IA-2 (also known as ICA512) is a transmembrane glycoprotein of the protein tyrosine phosphatase (PTP) family that colocalizes with IA-2β/phogrin and is expressed in insulin- secretory granule membranes in pancreatic β-cells [9,33,34]. As shown in Figure 4B, this protein is 979 amino acids long and comprises of a luminal domain (amino acids 27-576), transmembrane domain (amino acids 577-600), and cytoplasmic domain (amino acids 601-979). Although the PTP core sequence is found at amino acids 907-917 in the cytoplasmic domain, the expressed recombinant protein does not exhibit protein tyrosine phosphatase activity. Studies evaluating the biological properties of IA-2 have demonstrated its role as an important regulator of dense core vesicle number as well as glucose-induced and basal insulin secretion [35,36].
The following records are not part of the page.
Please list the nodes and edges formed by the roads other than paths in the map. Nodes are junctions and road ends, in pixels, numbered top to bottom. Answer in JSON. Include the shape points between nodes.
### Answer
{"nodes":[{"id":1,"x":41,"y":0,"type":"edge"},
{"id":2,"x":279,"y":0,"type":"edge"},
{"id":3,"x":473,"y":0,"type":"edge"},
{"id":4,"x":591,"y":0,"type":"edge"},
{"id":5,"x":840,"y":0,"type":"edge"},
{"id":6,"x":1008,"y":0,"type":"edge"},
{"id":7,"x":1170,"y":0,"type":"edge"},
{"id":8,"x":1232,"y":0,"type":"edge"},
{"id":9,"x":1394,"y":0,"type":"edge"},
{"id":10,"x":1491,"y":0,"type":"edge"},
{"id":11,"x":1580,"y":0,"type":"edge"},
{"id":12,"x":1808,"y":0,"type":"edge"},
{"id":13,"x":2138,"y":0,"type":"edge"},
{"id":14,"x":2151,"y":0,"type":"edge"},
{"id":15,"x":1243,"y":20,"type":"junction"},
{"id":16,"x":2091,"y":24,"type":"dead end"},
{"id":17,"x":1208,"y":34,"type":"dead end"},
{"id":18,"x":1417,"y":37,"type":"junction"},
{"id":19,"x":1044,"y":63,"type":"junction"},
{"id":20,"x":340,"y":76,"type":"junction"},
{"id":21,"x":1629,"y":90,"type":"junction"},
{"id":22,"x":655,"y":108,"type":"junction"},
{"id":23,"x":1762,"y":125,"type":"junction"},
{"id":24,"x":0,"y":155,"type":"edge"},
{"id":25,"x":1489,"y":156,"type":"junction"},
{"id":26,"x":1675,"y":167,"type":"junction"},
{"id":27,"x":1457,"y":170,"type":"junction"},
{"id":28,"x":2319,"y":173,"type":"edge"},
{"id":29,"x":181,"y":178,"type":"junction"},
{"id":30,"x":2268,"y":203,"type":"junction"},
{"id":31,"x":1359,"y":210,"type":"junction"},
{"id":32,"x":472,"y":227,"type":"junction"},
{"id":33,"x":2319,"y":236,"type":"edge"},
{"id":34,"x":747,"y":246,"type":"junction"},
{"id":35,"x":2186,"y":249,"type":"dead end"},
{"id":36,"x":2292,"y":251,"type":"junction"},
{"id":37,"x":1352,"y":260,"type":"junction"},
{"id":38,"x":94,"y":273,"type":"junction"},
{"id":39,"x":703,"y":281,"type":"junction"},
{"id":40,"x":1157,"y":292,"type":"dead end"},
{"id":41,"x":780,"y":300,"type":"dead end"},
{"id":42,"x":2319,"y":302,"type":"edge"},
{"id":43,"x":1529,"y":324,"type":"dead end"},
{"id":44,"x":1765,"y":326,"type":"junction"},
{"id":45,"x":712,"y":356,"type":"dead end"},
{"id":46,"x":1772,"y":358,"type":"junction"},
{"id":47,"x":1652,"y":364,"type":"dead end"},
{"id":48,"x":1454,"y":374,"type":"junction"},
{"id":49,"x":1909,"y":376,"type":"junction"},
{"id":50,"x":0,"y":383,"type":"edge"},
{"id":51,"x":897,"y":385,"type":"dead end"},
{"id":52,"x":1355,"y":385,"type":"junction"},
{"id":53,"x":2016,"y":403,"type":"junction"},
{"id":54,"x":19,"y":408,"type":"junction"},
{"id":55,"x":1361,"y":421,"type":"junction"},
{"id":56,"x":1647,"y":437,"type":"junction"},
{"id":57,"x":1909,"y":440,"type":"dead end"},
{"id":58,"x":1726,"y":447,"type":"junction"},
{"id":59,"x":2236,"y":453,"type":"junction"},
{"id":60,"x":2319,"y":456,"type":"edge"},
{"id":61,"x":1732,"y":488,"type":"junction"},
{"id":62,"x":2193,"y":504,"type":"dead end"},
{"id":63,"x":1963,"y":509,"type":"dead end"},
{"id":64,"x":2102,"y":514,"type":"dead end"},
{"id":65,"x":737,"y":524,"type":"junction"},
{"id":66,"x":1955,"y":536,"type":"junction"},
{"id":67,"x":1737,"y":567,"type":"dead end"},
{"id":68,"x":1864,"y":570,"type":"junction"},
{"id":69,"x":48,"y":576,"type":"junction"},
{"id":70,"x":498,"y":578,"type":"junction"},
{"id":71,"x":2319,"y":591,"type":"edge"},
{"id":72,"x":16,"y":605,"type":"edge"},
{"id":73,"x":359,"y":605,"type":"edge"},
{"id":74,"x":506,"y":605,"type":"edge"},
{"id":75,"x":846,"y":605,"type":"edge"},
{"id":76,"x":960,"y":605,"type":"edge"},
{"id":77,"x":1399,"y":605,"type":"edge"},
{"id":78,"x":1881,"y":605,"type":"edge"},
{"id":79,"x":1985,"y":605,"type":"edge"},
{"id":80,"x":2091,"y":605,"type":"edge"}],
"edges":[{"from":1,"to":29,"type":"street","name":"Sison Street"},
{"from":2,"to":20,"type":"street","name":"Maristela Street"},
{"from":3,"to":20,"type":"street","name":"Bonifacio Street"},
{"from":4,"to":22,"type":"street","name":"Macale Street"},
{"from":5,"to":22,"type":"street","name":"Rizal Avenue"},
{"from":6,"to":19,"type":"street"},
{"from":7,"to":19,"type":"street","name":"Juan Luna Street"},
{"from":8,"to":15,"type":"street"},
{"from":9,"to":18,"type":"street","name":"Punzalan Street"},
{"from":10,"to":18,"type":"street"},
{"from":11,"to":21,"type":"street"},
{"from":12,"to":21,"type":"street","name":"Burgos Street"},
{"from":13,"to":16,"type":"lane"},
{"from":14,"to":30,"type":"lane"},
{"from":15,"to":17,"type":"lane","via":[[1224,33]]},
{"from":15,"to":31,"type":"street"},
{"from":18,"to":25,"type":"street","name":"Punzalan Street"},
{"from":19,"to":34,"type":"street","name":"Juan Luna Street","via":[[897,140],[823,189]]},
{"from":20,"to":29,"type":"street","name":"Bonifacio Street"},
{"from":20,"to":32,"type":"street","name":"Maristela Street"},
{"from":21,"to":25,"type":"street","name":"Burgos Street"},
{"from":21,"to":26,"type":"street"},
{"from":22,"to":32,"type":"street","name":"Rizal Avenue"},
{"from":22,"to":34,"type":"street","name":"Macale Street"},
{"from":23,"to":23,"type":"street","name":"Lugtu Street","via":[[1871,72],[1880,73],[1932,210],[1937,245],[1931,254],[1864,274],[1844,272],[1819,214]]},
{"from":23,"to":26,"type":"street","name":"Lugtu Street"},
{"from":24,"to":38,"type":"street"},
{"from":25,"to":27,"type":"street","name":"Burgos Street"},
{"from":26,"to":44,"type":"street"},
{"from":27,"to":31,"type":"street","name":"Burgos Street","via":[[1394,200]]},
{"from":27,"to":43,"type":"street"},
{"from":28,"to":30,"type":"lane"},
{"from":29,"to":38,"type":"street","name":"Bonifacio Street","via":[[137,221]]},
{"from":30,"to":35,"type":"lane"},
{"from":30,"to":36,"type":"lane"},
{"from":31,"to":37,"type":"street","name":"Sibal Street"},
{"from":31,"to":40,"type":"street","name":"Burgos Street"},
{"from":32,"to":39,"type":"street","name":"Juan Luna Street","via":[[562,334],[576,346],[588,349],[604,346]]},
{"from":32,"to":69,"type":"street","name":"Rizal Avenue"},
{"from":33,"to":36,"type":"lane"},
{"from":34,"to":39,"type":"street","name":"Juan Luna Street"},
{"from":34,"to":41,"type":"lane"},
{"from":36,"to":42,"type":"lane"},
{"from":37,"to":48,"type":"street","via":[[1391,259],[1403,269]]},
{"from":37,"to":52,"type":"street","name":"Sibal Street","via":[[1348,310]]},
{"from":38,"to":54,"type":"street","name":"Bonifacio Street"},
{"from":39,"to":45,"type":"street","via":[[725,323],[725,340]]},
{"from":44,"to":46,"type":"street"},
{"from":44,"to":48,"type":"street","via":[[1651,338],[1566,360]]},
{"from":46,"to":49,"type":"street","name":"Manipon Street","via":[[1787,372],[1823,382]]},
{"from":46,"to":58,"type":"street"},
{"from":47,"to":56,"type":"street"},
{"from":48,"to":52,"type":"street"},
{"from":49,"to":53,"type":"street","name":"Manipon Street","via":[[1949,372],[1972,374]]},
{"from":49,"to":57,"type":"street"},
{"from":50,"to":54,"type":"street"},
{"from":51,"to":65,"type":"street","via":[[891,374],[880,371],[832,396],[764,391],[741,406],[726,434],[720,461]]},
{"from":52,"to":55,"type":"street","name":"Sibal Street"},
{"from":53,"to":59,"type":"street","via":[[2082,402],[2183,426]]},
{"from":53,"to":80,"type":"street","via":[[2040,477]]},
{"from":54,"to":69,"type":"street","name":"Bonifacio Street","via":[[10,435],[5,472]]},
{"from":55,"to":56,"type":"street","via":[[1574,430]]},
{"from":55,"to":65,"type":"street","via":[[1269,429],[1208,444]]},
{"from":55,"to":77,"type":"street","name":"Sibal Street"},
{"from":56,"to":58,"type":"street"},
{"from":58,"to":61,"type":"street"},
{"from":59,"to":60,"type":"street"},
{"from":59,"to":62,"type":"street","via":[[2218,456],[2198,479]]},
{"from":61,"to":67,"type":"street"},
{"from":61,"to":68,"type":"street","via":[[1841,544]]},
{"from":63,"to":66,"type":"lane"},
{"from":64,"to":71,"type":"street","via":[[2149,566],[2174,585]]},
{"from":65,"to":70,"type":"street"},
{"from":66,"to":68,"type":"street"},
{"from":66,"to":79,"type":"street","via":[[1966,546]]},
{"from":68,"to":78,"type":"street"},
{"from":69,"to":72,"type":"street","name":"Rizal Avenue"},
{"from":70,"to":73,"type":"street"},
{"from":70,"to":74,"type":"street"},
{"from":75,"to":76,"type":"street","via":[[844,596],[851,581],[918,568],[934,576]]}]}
IA-2A is present in 60-70% of prediabetic relatives and new-onset patients with T1D. We and others have analyzed IA-2A epitopes recognized by diabetic sera using a series of IA-2 fragments or IA-2/phogrin chimeric proteins, and found that the major epitopes are localized in the cytoplasmic domain [37]. Approximately 95% of T1D patients and prediabetic relatives who are IA-2A positive recognize the PTP-like domain (amino acids 687-979), whereas only 5% of sera react with the luminal domain [37,38]. Furthermore, our binding and competition analysis using multiple IA-2/phogrin chimeric constructs demonstrated that a major unique epitope for IA-2A is localized to amino acids 762-887. A conformational epitope associated with the C-terminal 31 amino acids of IA-2 is recognized by one-third of sera, and a minor epitope is located on amino acids 601-762 of IA-2. Notably, intramolecular epitope spreading was found for relatives of T1D patients who later progressed to T1D. However, relatives who remained nondiabetic exhibited a decrease in the number of recognized epitopes. These studies are consistent with the hypothesis that IA-2 may be recognized as a consequence of β- cell destruction [17].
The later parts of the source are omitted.